Let's create a single `DataFrame` that contains both titles and mean ratings of the popular fantasy movies.

Titles are only available in the `movies` `DataFrame`, while ratings in the `ratings` `DataFrame`, we would like to create a single DataFrame that includes Title.

create the `mean_ratings` variable by computing the mean rating for each movie:

In [None]:
mean_ratings = None
# YOUR CODE HERE
raise NotImplementedError()

In this case we don't even need to use a join operation, we can just create a new column in the `fantasy_movies` DataFrame. This will automatically match the index of `mean_ratings` with the index of `fantasy_movies` and attach to each movie its rating. Ratings for movies that are not in the `fantasy_movies` DataFrame are discarded.

The recommended way of creating columns in the recent versions of `pandas` is through the `assign` function, read its documentation!

In [None]:
fantasy_movies.assign?

In [None]:
fantasy_movies_with_ratings = fantasy_movies.assign(rating = mean_ratings)

In [None]:
fantasy_movies_with_ratings.head()

In [None]:
assert fantasy_movies_with_ratings.loc[7842].title.startswith("Dune"), "Try again, missing or wrong title"

In [None]:
assert abs(fantasy_movies_with_ratings.loc[7842].rating - 3.56) < 0.01 , "Try again, missing or wrong rating"

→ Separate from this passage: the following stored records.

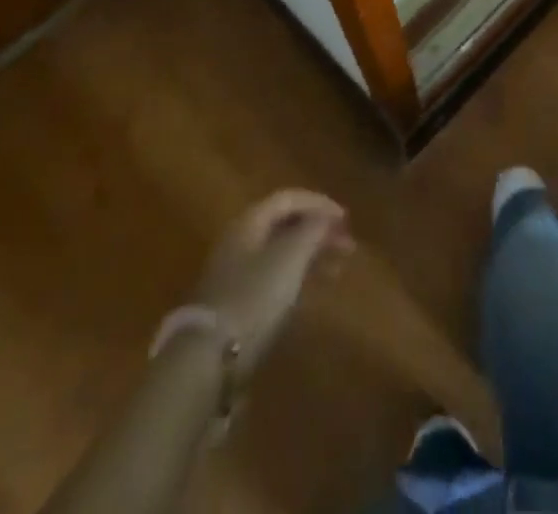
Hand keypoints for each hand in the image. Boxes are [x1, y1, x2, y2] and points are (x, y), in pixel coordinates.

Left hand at [194, 189, 352, 376]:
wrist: (209, 359)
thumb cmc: (254, 296)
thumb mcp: (290, 257)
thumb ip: (311, 230)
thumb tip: (325, 216)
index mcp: (249, 222)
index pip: (288, 199)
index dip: (319, 203)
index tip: (345, 219)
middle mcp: (240, 242)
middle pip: (285, 226)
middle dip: (318, 231)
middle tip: (348, 245)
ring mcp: (236, 275)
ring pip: (281, 254)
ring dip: (311, 256)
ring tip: (338, 270)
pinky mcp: (237, 306)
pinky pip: (274, 280)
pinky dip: (298, 279)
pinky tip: (313, 293)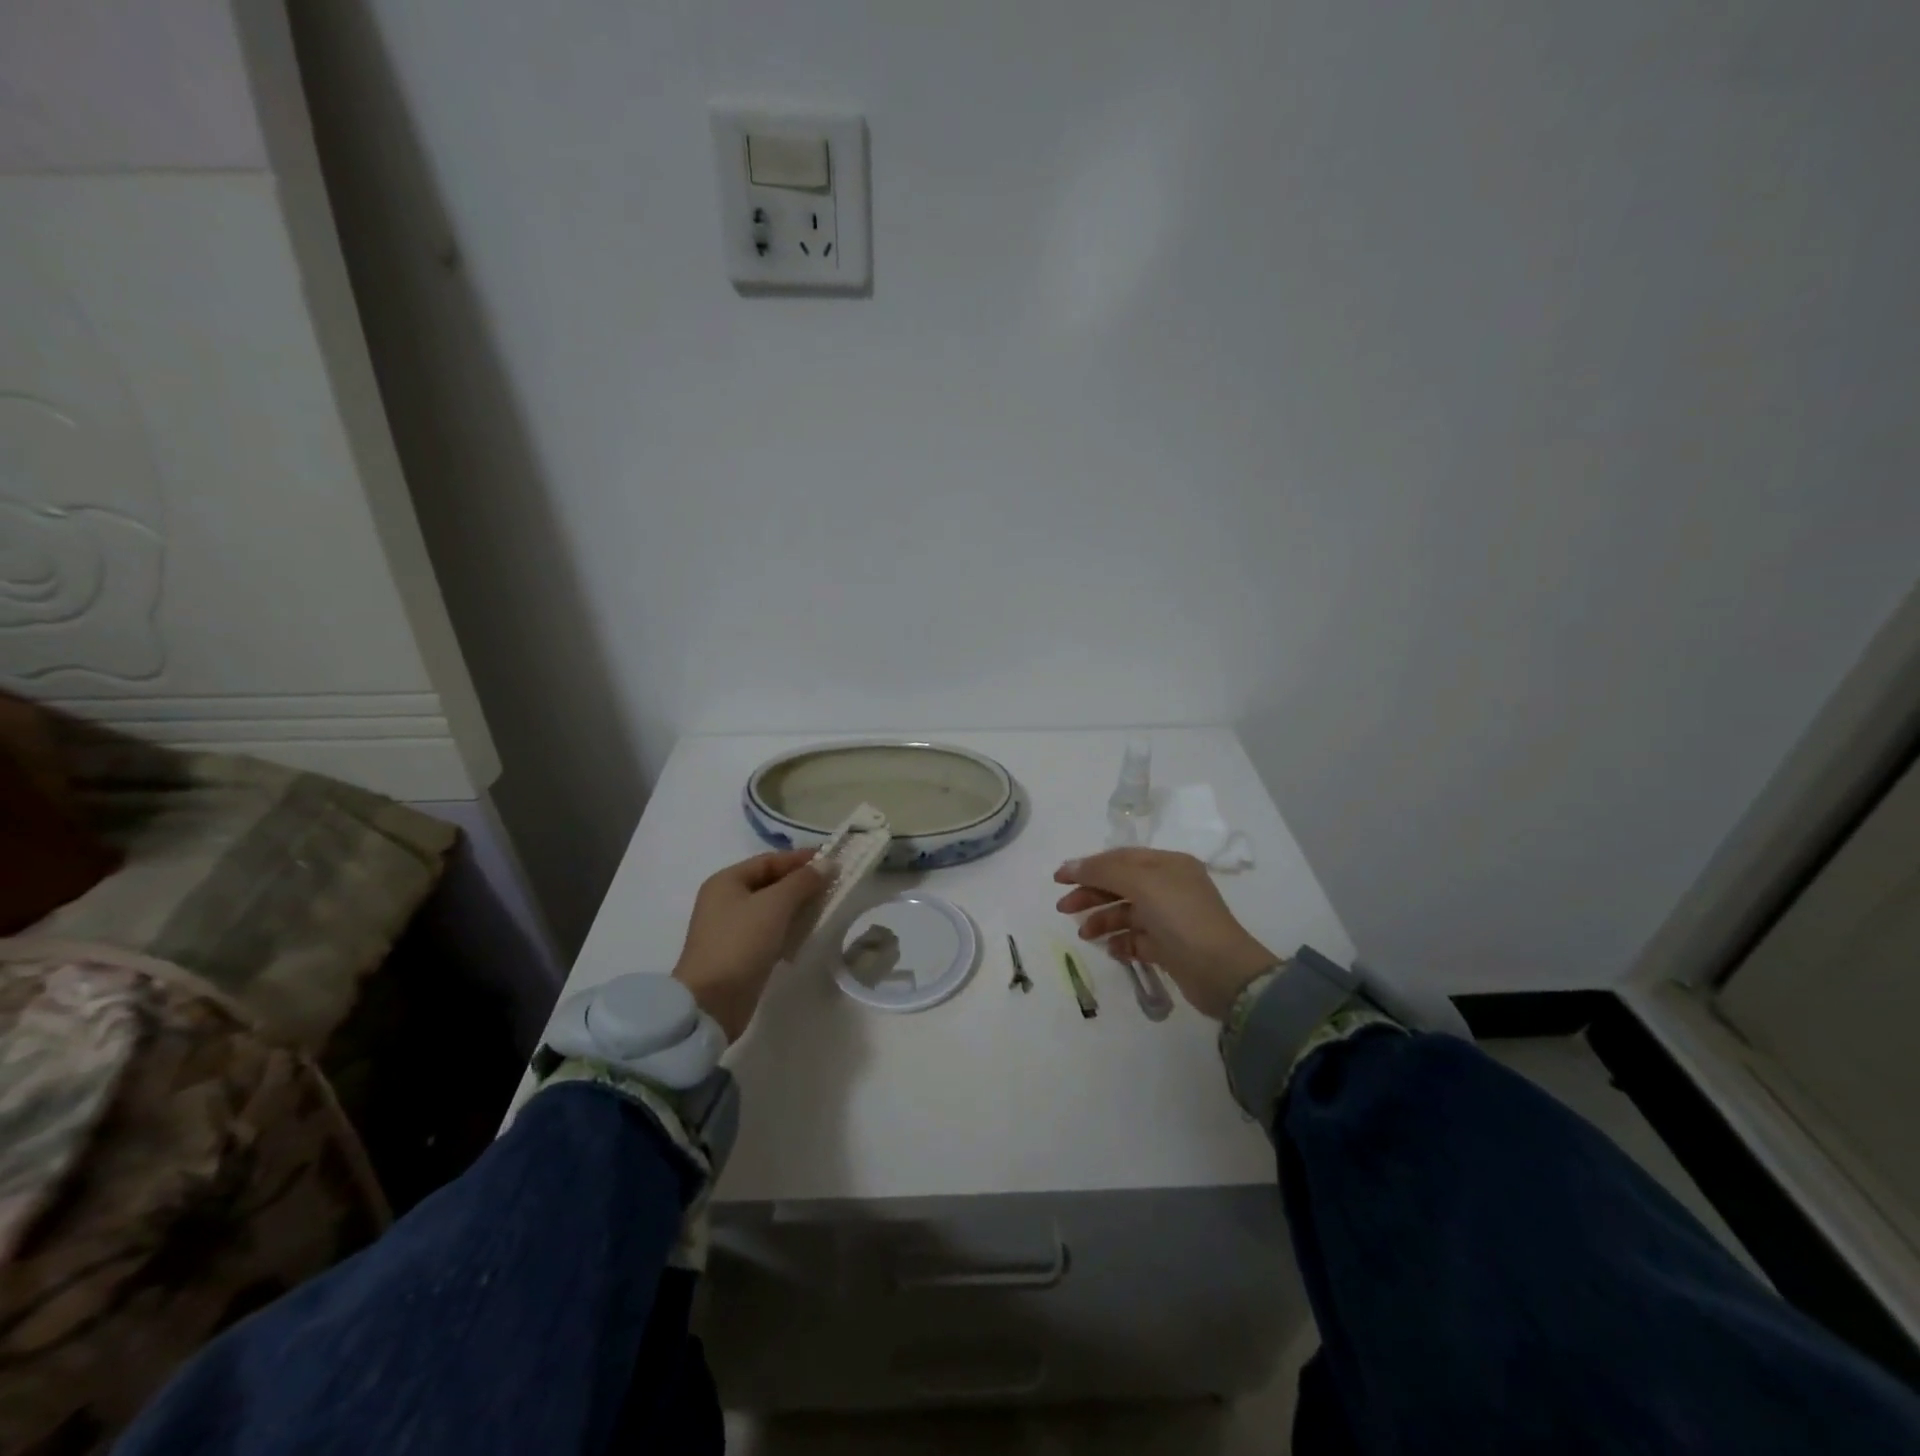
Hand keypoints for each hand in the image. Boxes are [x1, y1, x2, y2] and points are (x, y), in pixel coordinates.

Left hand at [673, 850, 824, 1041]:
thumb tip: (828, 863)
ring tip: (827, 908)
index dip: (800, 859)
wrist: (712, 1002)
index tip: (833, 861)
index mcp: (727, 881)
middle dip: (802, 884)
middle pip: (770, 883)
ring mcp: (731, 928)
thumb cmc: (741, 943)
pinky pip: (770, 931)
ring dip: (798, 907)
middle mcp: (725, 900)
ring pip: (772, 909)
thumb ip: (802, 881)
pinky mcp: (740, 953)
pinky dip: (789, 929)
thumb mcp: (775, 905)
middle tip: (834, 886)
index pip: (769, 860)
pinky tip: (809, 934)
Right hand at [1055, 849, 1277, 1020]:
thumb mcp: (1141, 883)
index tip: (1058, 879)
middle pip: (1120, 885)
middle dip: (1091, 895)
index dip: (1088, 866)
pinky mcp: (1170, 948)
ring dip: (1103, 921)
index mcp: (1167, 865)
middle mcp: (1169, 887)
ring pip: (1127, 913)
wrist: (1222, 972)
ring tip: (1085, 935)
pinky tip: (1111, 950)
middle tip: (1063, 908)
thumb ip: (1103, 871)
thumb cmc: (1181, 917)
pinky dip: (1121, 943)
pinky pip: (1137, 939)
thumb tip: (1070, 866)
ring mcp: (1170, 918)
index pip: (1120, 858)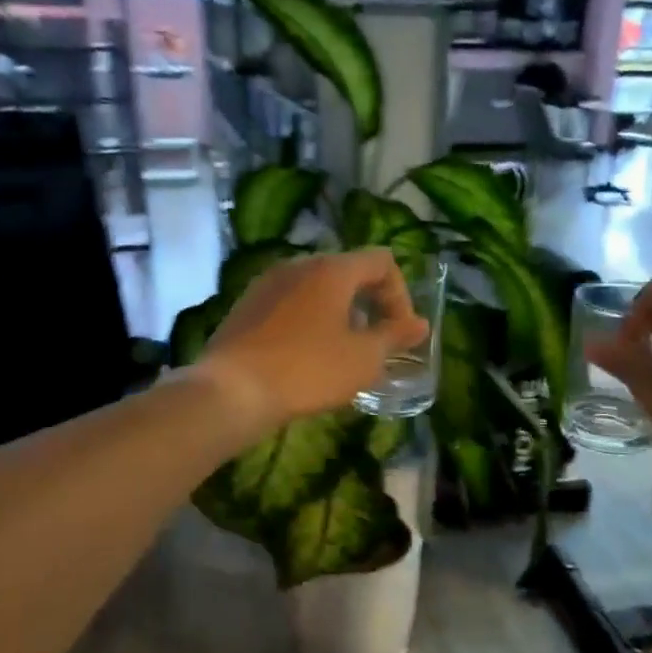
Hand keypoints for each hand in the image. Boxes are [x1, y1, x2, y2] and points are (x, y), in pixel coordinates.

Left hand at [196, 250, 427, 434]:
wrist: (231, 391)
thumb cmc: (307, 370)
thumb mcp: (363, 359)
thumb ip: (395, 337)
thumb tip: (420, 325)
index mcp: (331, 269)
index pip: (381, 262)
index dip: (400, 295)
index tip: (398, 333)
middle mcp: (298, 264)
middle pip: (348, 272)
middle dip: (370, 305)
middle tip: (375, 343)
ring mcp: (267, 283)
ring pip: (317, 289)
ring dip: (339, 314)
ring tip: (342, 353)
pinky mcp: (246, 306)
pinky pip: (291, 304)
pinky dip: (310, 321)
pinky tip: (306, 357)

## Advanced exercise 5: Find the highest rated fantasy movie

Again we need to find the index where a column is max, in this case rating:

In [None]:
index_of_max_rating = None
# YOUR CODE HERE
raise NotImplementedError()

In [None]:
highest_rated_fantasy_movie = fantasy_movies_with_ratings.loc[index_of_max_rating]

In [None]:
assert highest_rated_fantasy_movie.title.startswith("Princess"), "Try again"